It's no secret that the electronic revolution has transformed the business world. We've gone from cash and checks to electronic fund transfers; from paper-based invoices and purchase orders to electronic data interchange; and from letters and memos to E-mail.
"We are moving from the mass-market economy of the Industrial Age to the digital economy of the Information Age," said Jack Shaw, founder of Electronic Commerce Strategies [now called eCommerce Strategies-editor's note], in a seminar with PP&L, Inc. employees.
The most successful corporations in the Information Age will be those companies that embrace three important dimensions of management, said Shaw:
To pull that off, corporations must digitally transform their business processes, says Shaw. Businesses need to take advantage of paperless information technologies to change. They won't survive without eCommerce.
Electronic Commerce or eCommerce for short, is the digital transformation of those parts of your business processes that cross trading partner boundaries. Trading partners may be your customers, banks, suppliers or any other outside organization with which you exchange information on a routine basis in order to conduct business. The results are cost savings, improved quality and faster response.
Shaw, a pioneer in the business use of information technology, was invited to PP&L, Inc. to brief the company's Corporate Leadership Council and about 160 employees on this latest information technology. Joe Zelechoski, Procurement director, first heard Shaw at last year's Utility Purchasing Management Group conference in Kansas City. He was so impressed that he invited Shaw to PP&L, Inc. to speak.
Frank Long, PP&L, Inc. executive vice president and chief operating officer, set the stage for Shaw's January 25 presentation. "PP&L, Inc. believes this technology is critical to our future. This is the way world-class companies operate. If we are to succeed, we have to be ready, " he told employees. "As we go forward in the energy business, our margins will be smaller. We will need all the cost efficiencies we can come up with to maintain those margins. We are in a business where over the next five years, we cannot increase the cost of our delivery services. We have to absorb costs. One of the ways to reduce costs and to be more effective is to use technology like eCommerce."
eCommerce makes use of electronic technologies including electronic data interchange (EDI) – the flow of information between organizations without human intervention – bar coding, E-mail, the Internet and the World Wide Web. By eliminating human intervention, the computer does the work, freeing up employee resources to do what computers cannot – using creativity and judgment to solve problems and improve business processes.
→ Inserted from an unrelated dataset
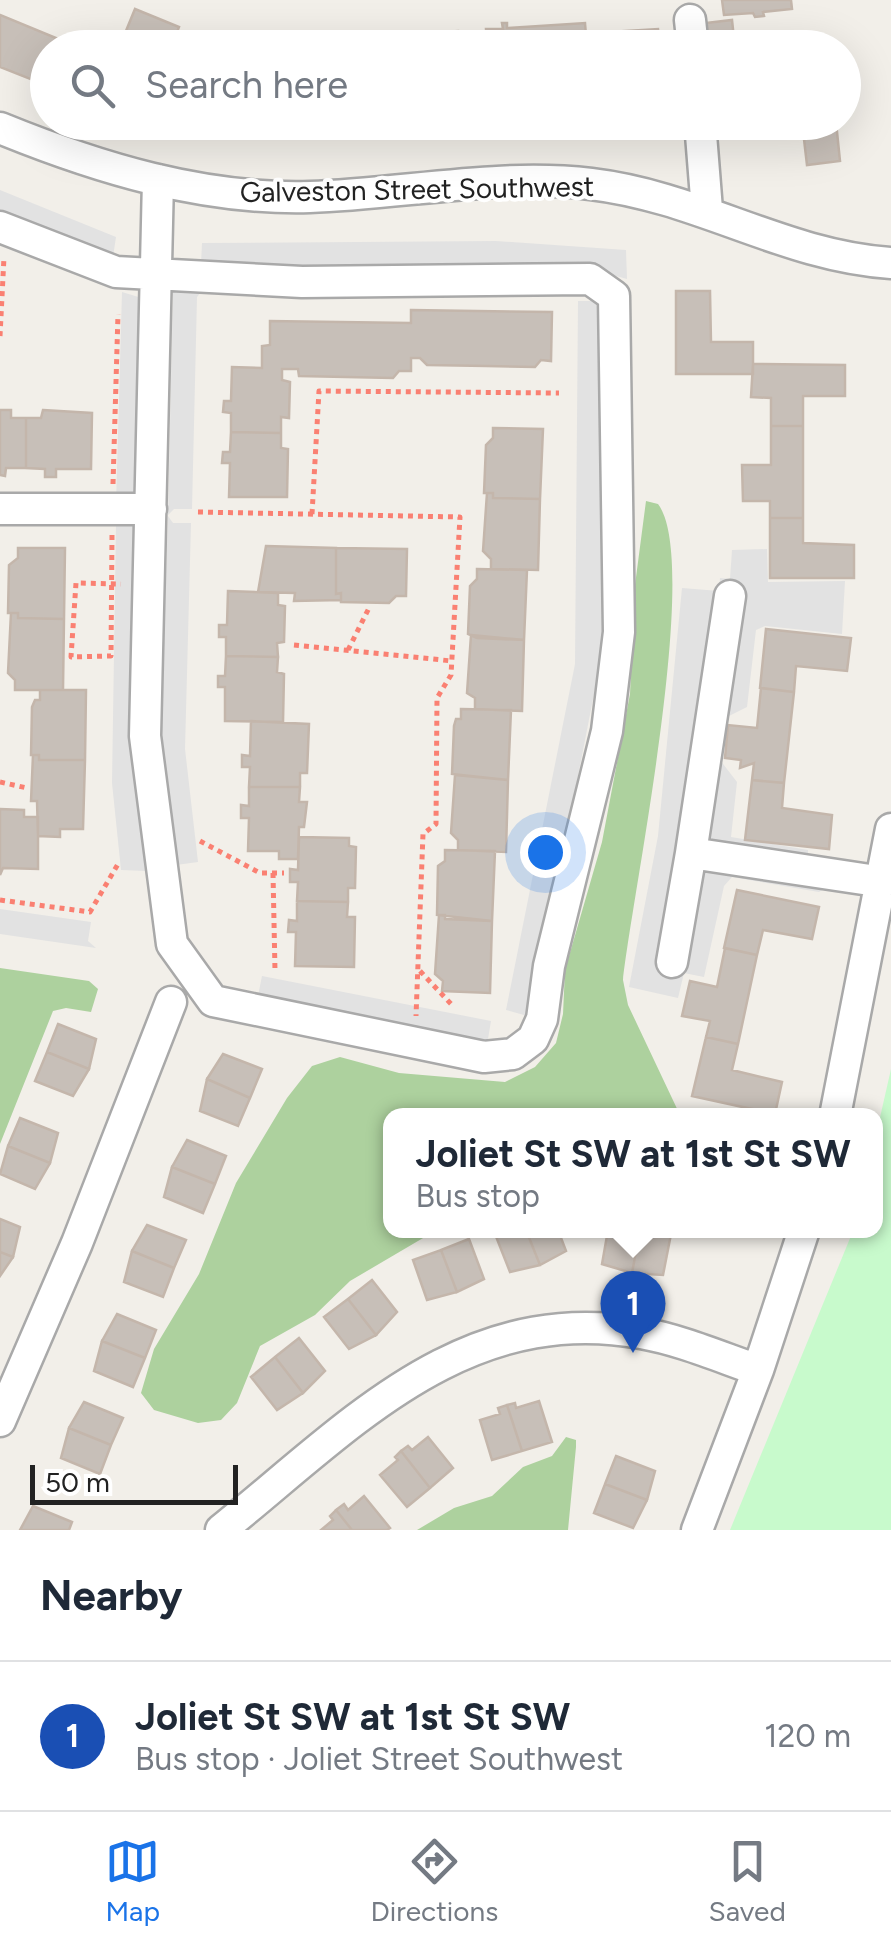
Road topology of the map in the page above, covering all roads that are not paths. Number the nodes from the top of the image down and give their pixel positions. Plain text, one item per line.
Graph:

For PP&L, Inc. this new technology will create more opportunities and efficiencies in supply chain management – the purchasing process starting with the identification of a need for material or services through the payment to the vendor or the supplier for the delivered product. It also will be beneficial in other areas of business like employee benefits and for marketing initiatives by PP&L EnergyPlus.
One of PP&L Inc.'s Financial Department goals for 1999 is to establish an eCommerce strategic plan for supply chain management. A team will be chartered next month to begin the project.
Shaw stressed that successful companies must be proactive. Companies need to begin now to lay the groundwork for changes in businesses processes to compete. Once an electronic commerce strategy is developed, a long-term implementation plan and a short-term action plan are put into place.
"You must step back and look at the business as a whole," Shaw states in his book, Electronic Commerce for Executives.
"Examine what digital transformation policies and procedures you need to have in place and how you're going to evolve your core technological capabilities. By the time you reach the end of the transformation process, you want to have transformed the business as a whole to be functional in a digital economy. This is not the end of the journey, because the business transformation process must continue indefinitely.
"All it takes is a willingness to change and the courage to begin," Shaw says.